Welcome to Marion County, Missouri: Part of MoGenWeb

Newspapers & Genealogy Research

Every genealogist and family researcher has their own favorite sources for information. An often overlooked window into the past is use of newspapers in genealogical research. Some newspapers date back to the 1830's and are found in state archives, libraries, and historical societies. For example, the State Historical Society of Missouri has an excellent newspaper collection -- ILL. A Catalogue of Missouri Newspapers on Microfilm is available for $10.  The Missouri Historical Society, Jefferson Memorial Building Forest Park, in St. Louis, MO 63112-1099 has obituary clippings dating back more  than 100 years--mostly from eastern Missouri newspapers and an almost complete collection of the Missouri Republican, which began in 1808 and the Missouri Gazette, which was published until 1919.
Of all the sources of research material, nothing can compare with old newspapers. If you want to get a good feel for the lives and times of the families you're investigating,  consider reading some old newspapers. Further information on using newspapers for genealogical information can be found by clicking this link: Newspapers for Genealogical Research
Included below are links to help you in research in the newspapers of Missouri.
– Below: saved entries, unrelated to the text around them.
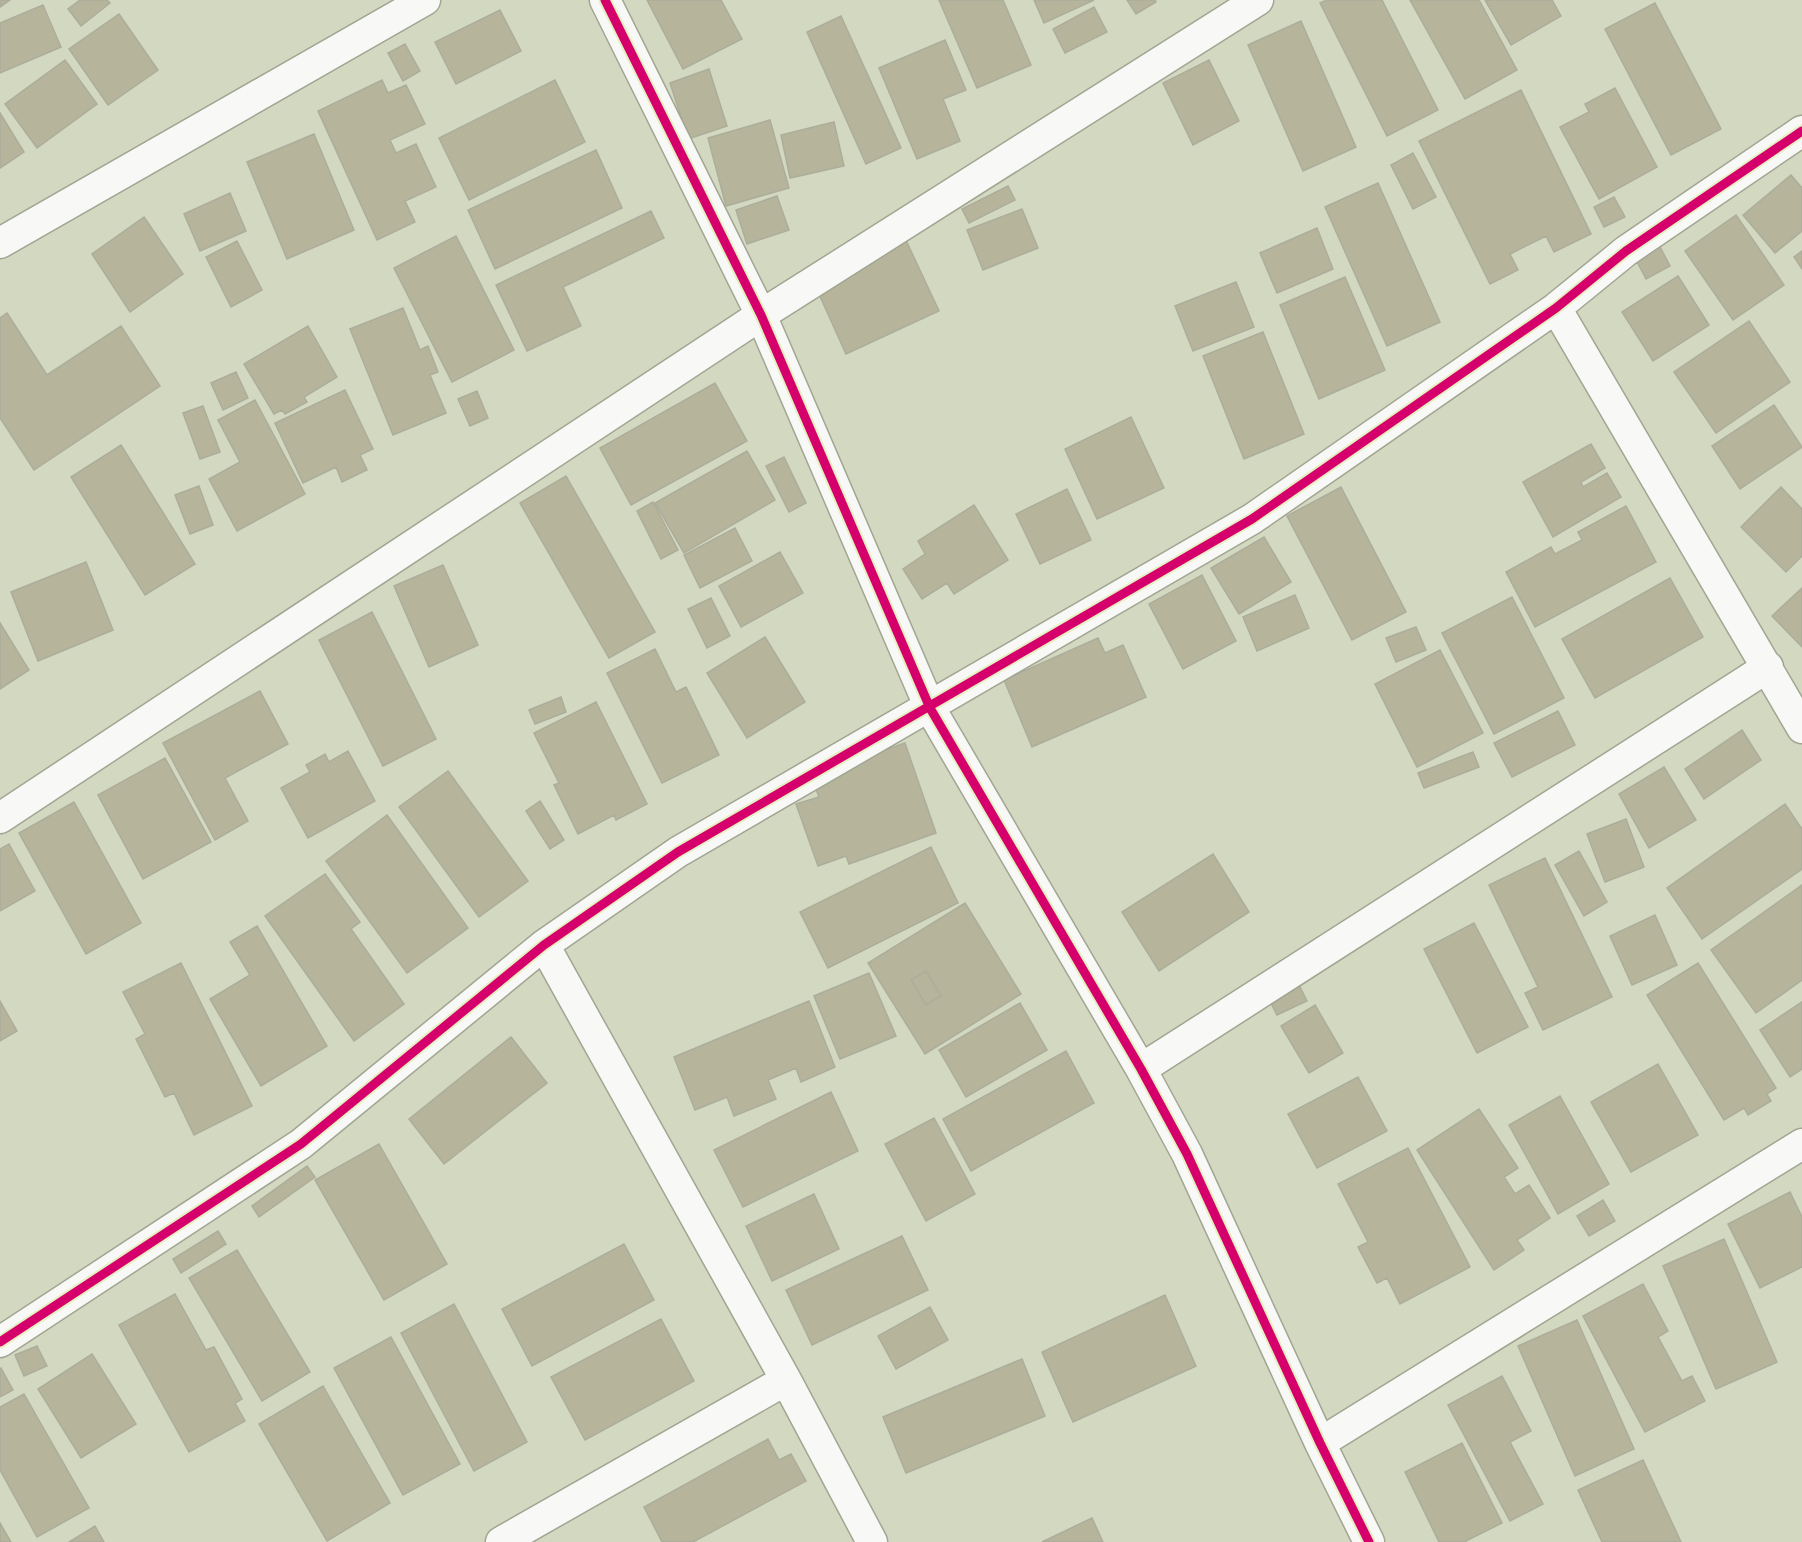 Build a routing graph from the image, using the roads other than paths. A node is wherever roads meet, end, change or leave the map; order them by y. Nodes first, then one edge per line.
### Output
1 (424, 0) edge
2 (605, 0) edge
3 (1258, 0) edge
4 (1802, 131) edge
5 (0, 243) edge
6 (1556, 308) junction
7 (761, 315) junction
8 (1768, 667) junction
9 (930, 708) junction
10 (1802, 728) edge
11 (0, 818) edge
12 (544, 945) junction
13 (1141, 1069) junction
14 (1802, 1144) edge
15 (0, 1342) edge
16 (786, 1380) junction
17 (1320, 1443) junction
18 (1362, 1540) edge
19 (501, 1542) edge
20 (872, 1542) edge

1 - 5 street
2 - 7 street
3 - 7 street
4 - 6 street
6 - 8 street
6 - 9 street
7 - 9 street
7 - 11 street
8 - 10 street
8 - 13 street
9 - 12 street
9 - 13 street
12 - 15 street
12 - 16 street
13 - 17 street
14 - 17 street
16 - 19 street
16 - 20 street
17 - 18 street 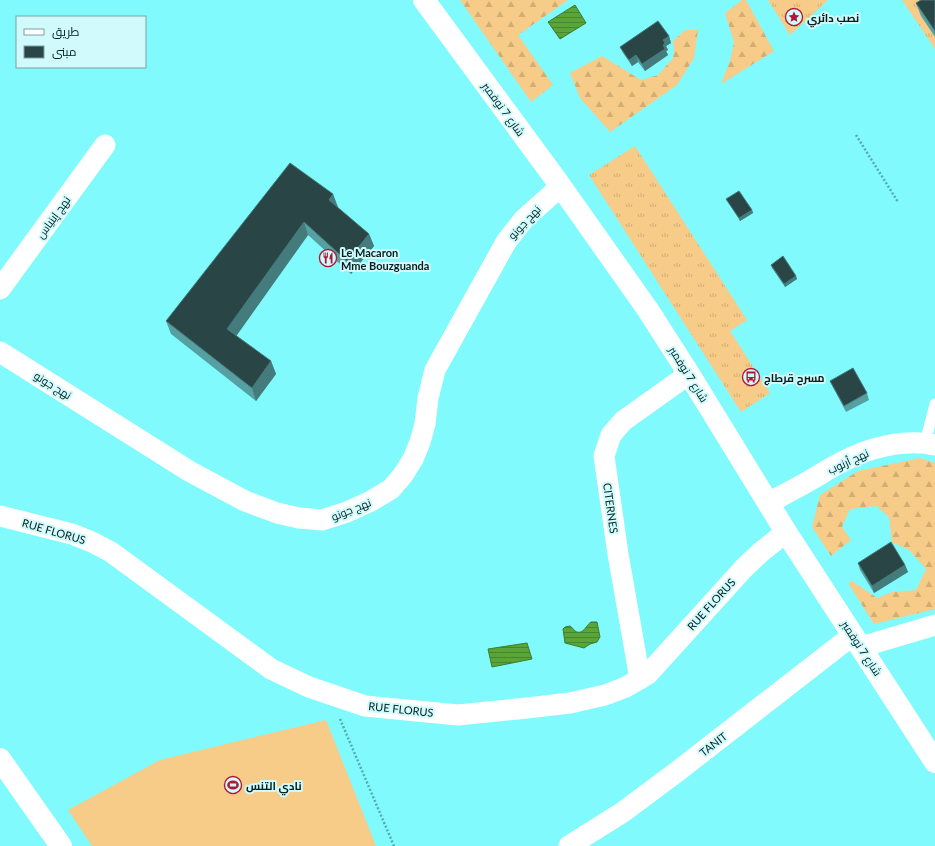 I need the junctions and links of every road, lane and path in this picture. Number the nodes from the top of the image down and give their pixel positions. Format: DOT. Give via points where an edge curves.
graph roads {
  1 [pos="424,0"];
  2 [pos="856,135"];
  3 [pos="106,145"];
  4 [pos="560,187"];
  5 [pos="898,202"];
  6 [pos="0,289"];
  7 [pos="0,352"];
  8 [pos="690,374"];
  9 [pos="935,404"];
  10 [pos="930,444"];
  11 [pos="768,503"];
  12 [pos="0,516"];
  13 [pos="786,532"];
  14 [pos="935,625"];
  15 [pos="857,641"];
  16 [pos="640,680"];
  17 [pos="330,695"];
  18 [pos="0,759"];
  19 [pos="935,762"];
  20 [pos="61,846"];
  21 [pos="394,846"];
  22 [pos="569,846"];
  1 -- 4 [label="main road, شارع 7 نوفمبر"];
  2 -- 5 [label="path"];
  3 -- 6 [label="street, نهج إينياس"];
  4 -- 7 [label="street, نهج جونو" via="524,219 506,242 435,370 420,442 403,475 391,489 372,501 322,520 284,515 245,501 189,471"];
  4 -- 8 [label="main road, شارع 7 نوفمبر" via="648,310"];
  8 -- 11 [label="main road, شارع 7 نوفمبر"];
  8 -- 16 [label="street, CITERNES" via="623,421 610,435 604,456"];
  9 -- 10 [label="lane"];
  10 -- 11 [label="street, نهج أرنوب" via="897,443 866,452 842,462"];
  11 -- 13 [label="main road, شارع 7 نوفمبر"];
  12 -- 17 [label="street, RUE FLORUS" via="72,534 111,552 270,668"];
  13 -- 15 [label="main road, شارع 7 نوفمبر"];
  13 -- 16 [label="street, RUE FLORUS" via="744,568"];
  14 -- 15 [label="street"];
  15 -- 19 [label="main road, شارع 7 نوفمبر"];
  15 -- 22 [label="street, TANIT" via="622,812"];
  16 -- 17 [label="street, RUE FLORUS" via="606,695 570,704 458,715 365,706"];
  17 -- 21 [label="path"];
  18 -- 20 [label="main road"];
}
Preserving Newspaper Articles & Clippings

Dissolve a Milk of Magnesia tablet in a quarter cup of club soda overnight. Pour into a pan large enough to hold the flattened clipping. Soak the clipping for one hour, then pat dry. Do not move the clipping until completely dry. Estimated life: 200 years

Steps for Preserving Documents 

The basic premise for preservation of any clipping or photo is simple.  Air and light do damage.  Keep the documents enclosed, preferably in sealed archival quality page protectors, then keep in a box (archival quality storage box).

DO NOT LAMINATE!!!   The glue will eventually start to eat away at the document. 

Newspapers (but not photos!) must be de-acidified, before you enclose them in plastic. 
(Note - newspaper ink needs one full year to dry, so do not seal clippings from the past 365 days)

  • Enclose in an archival quality page protector  (if using regular page protectors, purchase those with greatest thickness of plastic.) 
  • Label on the outside of the page protector.